__Instructions to follow__: Leave out the images and transcribe the entries below word for word.

__Extracted information__:

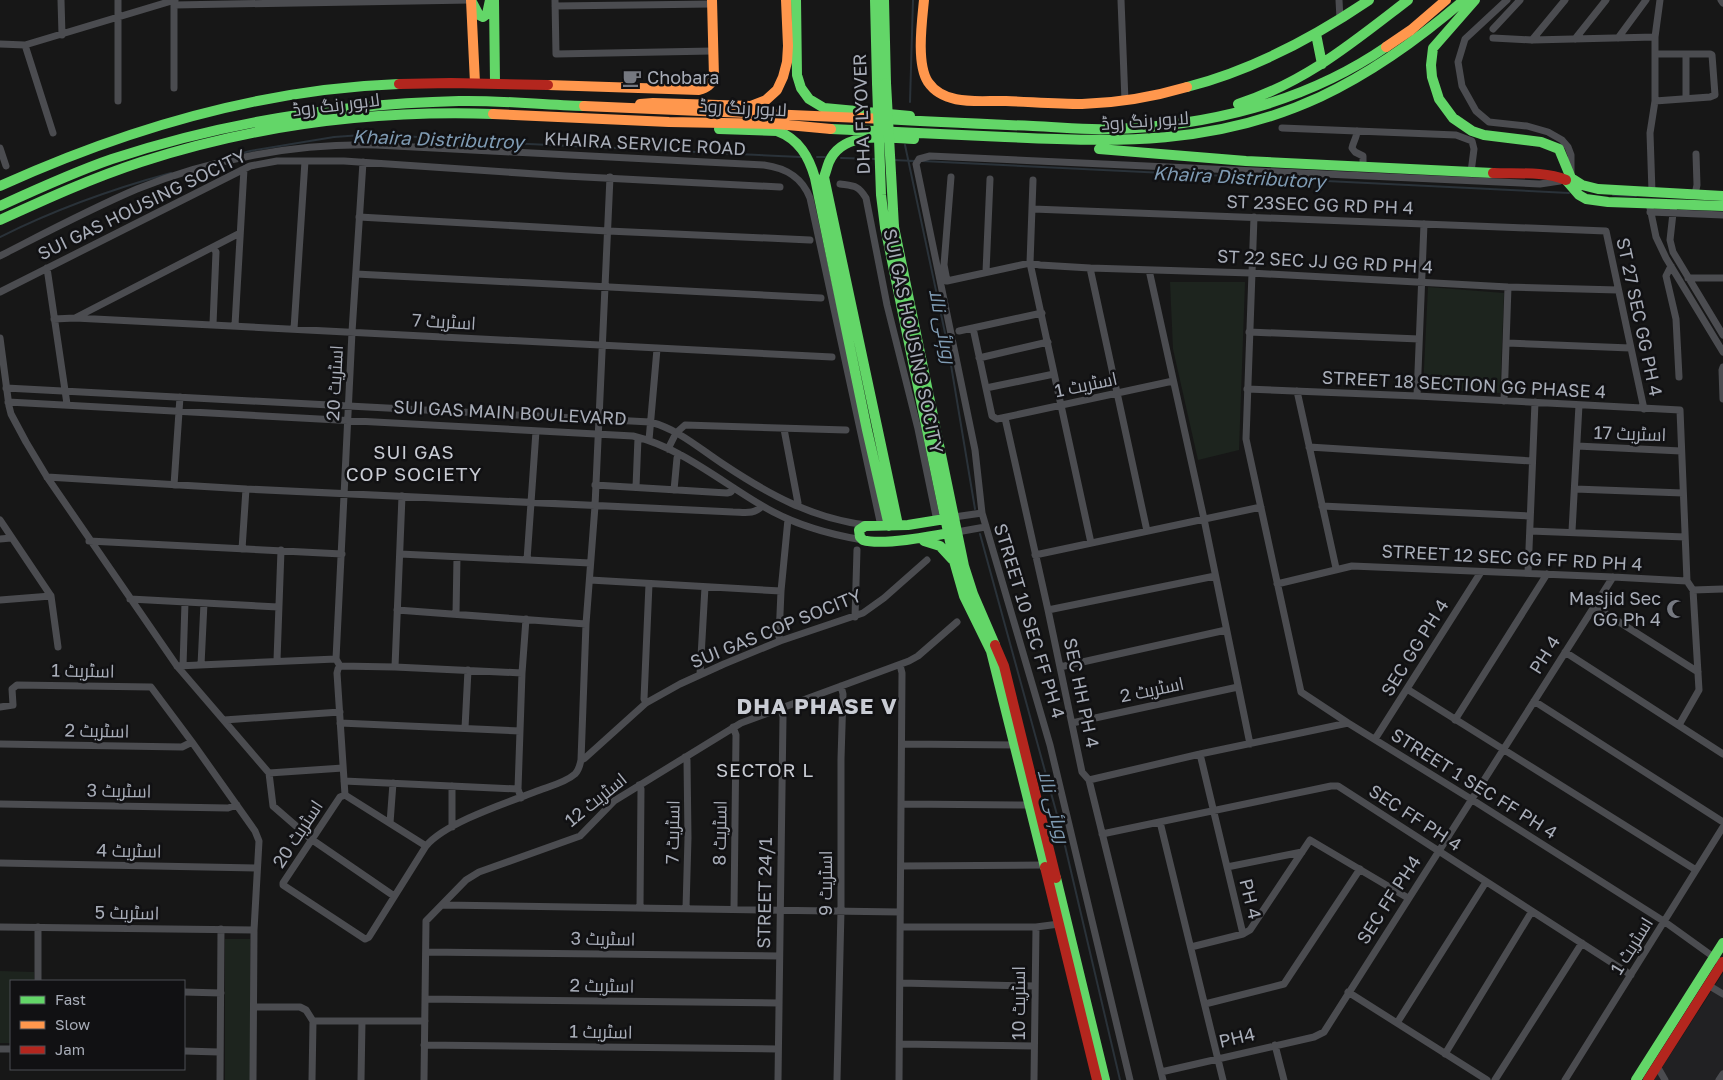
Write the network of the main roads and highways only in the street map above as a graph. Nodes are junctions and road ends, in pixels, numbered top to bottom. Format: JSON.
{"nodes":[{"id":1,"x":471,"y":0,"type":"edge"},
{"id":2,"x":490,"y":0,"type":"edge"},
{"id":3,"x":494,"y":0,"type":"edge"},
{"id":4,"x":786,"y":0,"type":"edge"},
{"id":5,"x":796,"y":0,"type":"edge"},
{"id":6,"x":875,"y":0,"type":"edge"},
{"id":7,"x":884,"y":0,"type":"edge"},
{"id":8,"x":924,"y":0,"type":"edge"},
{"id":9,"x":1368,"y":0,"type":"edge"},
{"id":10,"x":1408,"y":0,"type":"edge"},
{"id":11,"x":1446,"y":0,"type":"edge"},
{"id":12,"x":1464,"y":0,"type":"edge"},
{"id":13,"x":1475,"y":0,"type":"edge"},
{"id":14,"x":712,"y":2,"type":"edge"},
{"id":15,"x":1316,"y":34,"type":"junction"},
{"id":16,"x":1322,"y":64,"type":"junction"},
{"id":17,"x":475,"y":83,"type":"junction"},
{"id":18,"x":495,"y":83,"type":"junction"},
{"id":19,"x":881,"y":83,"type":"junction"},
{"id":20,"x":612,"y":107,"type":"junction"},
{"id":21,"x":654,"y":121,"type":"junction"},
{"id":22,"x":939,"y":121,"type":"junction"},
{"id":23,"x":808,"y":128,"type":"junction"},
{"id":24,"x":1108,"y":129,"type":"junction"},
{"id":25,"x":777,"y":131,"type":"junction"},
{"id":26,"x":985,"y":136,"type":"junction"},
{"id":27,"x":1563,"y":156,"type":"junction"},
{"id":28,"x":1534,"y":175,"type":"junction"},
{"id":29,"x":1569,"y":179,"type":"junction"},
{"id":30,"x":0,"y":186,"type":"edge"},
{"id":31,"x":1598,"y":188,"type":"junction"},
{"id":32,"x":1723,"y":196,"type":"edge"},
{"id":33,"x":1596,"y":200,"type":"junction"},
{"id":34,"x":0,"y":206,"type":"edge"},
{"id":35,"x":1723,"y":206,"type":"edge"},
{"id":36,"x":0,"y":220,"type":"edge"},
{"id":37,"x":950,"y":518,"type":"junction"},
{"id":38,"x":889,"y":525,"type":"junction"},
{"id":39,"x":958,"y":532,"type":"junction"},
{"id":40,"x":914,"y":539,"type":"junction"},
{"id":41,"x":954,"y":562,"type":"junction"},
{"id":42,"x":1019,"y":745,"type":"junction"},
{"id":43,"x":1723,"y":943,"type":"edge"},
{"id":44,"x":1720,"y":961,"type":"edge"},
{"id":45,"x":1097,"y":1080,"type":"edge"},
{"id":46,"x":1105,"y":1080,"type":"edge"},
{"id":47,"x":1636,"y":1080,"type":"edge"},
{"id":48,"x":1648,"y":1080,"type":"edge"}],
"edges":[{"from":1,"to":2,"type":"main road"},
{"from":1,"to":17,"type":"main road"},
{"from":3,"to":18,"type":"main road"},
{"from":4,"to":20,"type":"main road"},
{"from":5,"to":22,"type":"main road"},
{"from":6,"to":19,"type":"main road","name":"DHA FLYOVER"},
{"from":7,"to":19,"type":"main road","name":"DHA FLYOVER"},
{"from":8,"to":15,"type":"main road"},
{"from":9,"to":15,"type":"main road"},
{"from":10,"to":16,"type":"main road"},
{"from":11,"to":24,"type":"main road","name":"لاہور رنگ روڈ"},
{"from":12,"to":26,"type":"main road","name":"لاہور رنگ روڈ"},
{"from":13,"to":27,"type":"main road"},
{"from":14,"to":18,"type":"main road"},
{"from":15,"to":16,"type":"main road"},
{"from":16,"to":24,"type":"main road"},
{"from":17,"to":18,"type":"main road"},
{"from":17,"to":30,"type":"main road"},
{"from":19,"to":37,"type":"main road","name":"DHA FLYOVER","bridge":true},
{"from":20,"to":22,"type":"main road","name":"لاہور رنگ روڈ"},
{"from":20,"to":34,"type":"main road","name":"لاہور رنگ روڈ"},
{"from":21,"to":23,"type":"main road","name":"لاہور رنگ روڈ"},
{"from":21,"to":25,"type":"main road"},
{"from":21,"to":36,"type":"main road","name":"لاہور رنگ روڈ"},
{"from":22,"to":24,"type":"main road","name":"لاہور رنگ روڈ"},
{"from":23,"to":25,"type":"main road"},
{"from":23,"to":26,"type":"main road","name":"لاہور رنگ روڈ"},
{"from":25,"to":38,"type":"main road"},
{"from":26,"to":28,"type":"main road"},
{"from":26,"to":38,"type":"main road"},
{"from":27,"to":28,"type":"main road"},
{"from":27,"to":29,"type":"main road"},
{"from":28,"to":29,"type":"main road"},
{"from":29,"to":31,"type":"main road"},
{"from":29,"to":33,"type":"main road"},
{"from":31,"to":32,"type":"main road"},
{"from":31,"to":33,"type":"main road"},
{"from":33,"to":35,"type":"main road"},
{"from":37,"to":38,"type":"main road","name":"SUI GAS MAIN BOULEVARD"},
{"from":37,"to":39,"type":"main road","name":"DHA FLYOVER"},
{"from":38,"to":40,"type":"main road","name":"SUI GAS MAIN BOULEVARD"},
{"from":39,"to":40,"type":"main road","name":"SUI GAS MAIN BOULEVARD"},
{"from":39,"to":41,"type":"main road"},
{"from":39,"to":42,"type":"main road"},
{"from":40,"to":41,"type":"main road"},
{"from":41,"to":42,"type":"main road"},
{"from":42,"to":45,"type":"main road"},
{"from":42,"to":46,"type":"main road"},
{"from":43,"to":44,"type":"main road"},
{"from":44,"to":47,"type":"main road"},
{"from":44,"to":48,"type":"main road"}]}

__Task result__:
Write the network of the main roads and highways only in the street map above as a graph. Nodes are junctions and road ends, in pixels, numbered top to bottom. Format: JSON.
{"nodes":[{"id":1,"x":471,"y":0,"type":"edge"},
{"id":2,"x":490,"y":0,"type":"edge"},
{"id":3,"x":494,"y":0,"type":"edge"},
{"id":4,"x":786,"y":0,"type":"edge"},
{"id":5,"x":796,"y":0,"type":"edge"},
{"id":6,"x":875,"y":0,"type":"edge"},
{"id":7,"x":884,"y":0,"type":"edge"},
{"id":8,"x":924,"y":0,"type":"edge"},
{"id":9,"x":1368,"y":0,"type":"edge"},
{"id":10,"x":1408,"y":0,"type":"edge"},
{"id":11,"x":1446,"y":0,"type":"edge"},
{"id":12,"x":1464,"y":0,"type":"edge"},
{"id":13,"x":1475,"y":0,"type":"edge"},
{"id":14,"x":712,"y":2,"type":"edge"},
{"id":15,"x":1316,"y":34,"type":"junction"},
{"id":16,"x":1322,"y":64,"type":"junction"},
{"id":17,"x":475,"y":83,"type":"junction"},
{"id":18,"x":495,"y":83,"type":"junction"},
{"id":19,"x":881,"y":83,"type":"junction"},
{"id":20,"x":612,"y":107,"type":"junction"},
{"id":21,"x":654,"y":121,"type":"junction"},
{"id":22,"x":939,"y":121,"type":"junction"},
{"id":23,"x":808,"y":128,"type":"junction"},
{"id":24,"x":1108,"y":129,"type":"junction"},
{"id":25,"x":777,"y":131,"type":"junction"},
{"id":26,"x":985,"y":136,"type":"junction"},
{"id":27,"x":1563,"y":156,"type":"junction"},
{"id":28,"x":1534,"y":175,"type":"junction"},
{"id":29,"x":1569,"y":179,"type":"junction"},
{"id":30,"x":0,"y":186,"type":"edge"},
{"id":31,"x":1598,"y":188,"type":"junction"},
{"id":32,"x":1723,"y":196,"type":"edge"},
{"id":33,"x":1596,"y":200,"type":"junction"},
{"id":34,"x":0,"y":206,"type":"edge"},
{"id":35,"x":1723,"y":206,"type":"edge"},
{"id":36,"x":0,"y":220,"type":"edge"},
{"id":37,"x":950,"y":518,"type":"junction"},
{"id":38,"x":889,"y":525,"type":"junction"},
{"id":39,"x":958,"y":532,"type":"junction"},
{"id":40,"x":914,"y":539,"type":"junction"},
{"id":41,"x":954,"y":562,"type":"junction"},
{"id":42,"x":1019,"y":745,"type":"junction"},
{"id":43,"x":1723,"y":943,"type":"edge"},
{"id":44,"x":1720,"y":961,"type":"edge"},
{"id":45,"x":1097,"y":1080,"type":"edge"},
{"id":46,"x":1105,"y":1080,"type":"edge"},
{"id":47,"x":1636,"y":1080,"type":"edge"},
{"id":48,"x":1648,"y":1080,"type":"edge"}],
"edges":[{"from":1,"to":2,"type":"main road"},
{"from":1,"to":17,"type":"main road"},
{"from":3,"to":18,"type":"main road"},
{"from":4,"to":20,"type":"main road"},
{"from":5,"to":22,"type":"main road"},
{"from":6,"to":19,"type":"main road","name":"DHA FLYOVER"},
{"from":7,"to":19,"type":"main road","name":"DHA FLYOVER"},
{"from":8,"to":15,"type":"main road"},
{"from":9,"to":15,"type":"main road"},
{"from":10,"to":16,"type":"main road"},
{"from":11,"to":24,"type":"main road","name":"لاہور رنگ روڈ"},
{"from":12,"to":26,"type":"main road","name":"لاہور رنگ روڈ"},
{"from":13,"to":27,"type":"main road"},
{"from":14,"to":18,"type":"main road"},
{"from":15,"to":16,"type":"main road"},
{"from":16,"to":24,"type":"main road"},
{"from":17,"to":18,"type":"main road"},
{"from":17,"to":30,"type":"main road"},
{"from":19,"to":37,"type":"main road","name":"DHA FLYOVER","bridge":true},
{"from":20,"to":22,"type":"main road","name":"لاہور رنگ روڈ"},
{"from":20,"to":34,"type":"main road","name":"لاہور رنگ روڈ"},
{"from":21,"to":23,"type":"main road","name":"لاہور رنگ روڈ"},
{"from":21,"to":25,"type":"main road"},
{"from":21,"to":36,"type":"main road","name":"لاہور رنگ روڈ"},
{"from":22,"to":24,"type":"main road","name":"لاہور رنگ روڈ"},
{"from":23,"to":25,"type":"main road"},
{"from":23,"to":26,"type":"main road","name":"لاہور رنگ روڈ"},
{"from":25,"to":38,"type":"main road"},
{"from":26,"to":28,"type":"main road"},
{"from":26,"to":38,"type":"main road"},
{"from":27,"to":28,"type":"main road"},
{"from":27,"to":29,"type":"main road"},
{"from":28,"to":29,"type":"main road"},
{"from":29,"to":31,"type":"main road"},
{"from":29,"to":33,"type":"main road"},
{"from":31,"to":32,"type":"main road"},
{"from":31,"to":33,"type":"main road"},
{"from":33,"to":35,"type":"main road"},
{"from":37,"to":38,"type":"main road","name":"SUI GAS MAIN BOULEVARD"},
{"from":37,"to":39,"type":"main road","name":"DHA FLYOVER"},
{"from":38,"to":40,"type":"main road","name":"SUI GAS MAIN BOULEVARD"},
{"from":39,"to":40,"type":"main road","name":"SUI GAS MAIN BOULEVARD"},
{"from":39,"to":41,"type":"main road"},
{"from":39,"to":42,"type":"main road"},
{"from":40,"to":41,"type":"main road"},
{"from":41,"to":42,"type":"main road"},
{"from":42,"to":45,"type":"main road"},
{"from":42,"to":46,"type":"main road"},
{"from":43,"to":44,"type":"main road"},
{"from":44,"to":47,"type":"main road"},
{"from":44,"to":48,"type":"main road"}]}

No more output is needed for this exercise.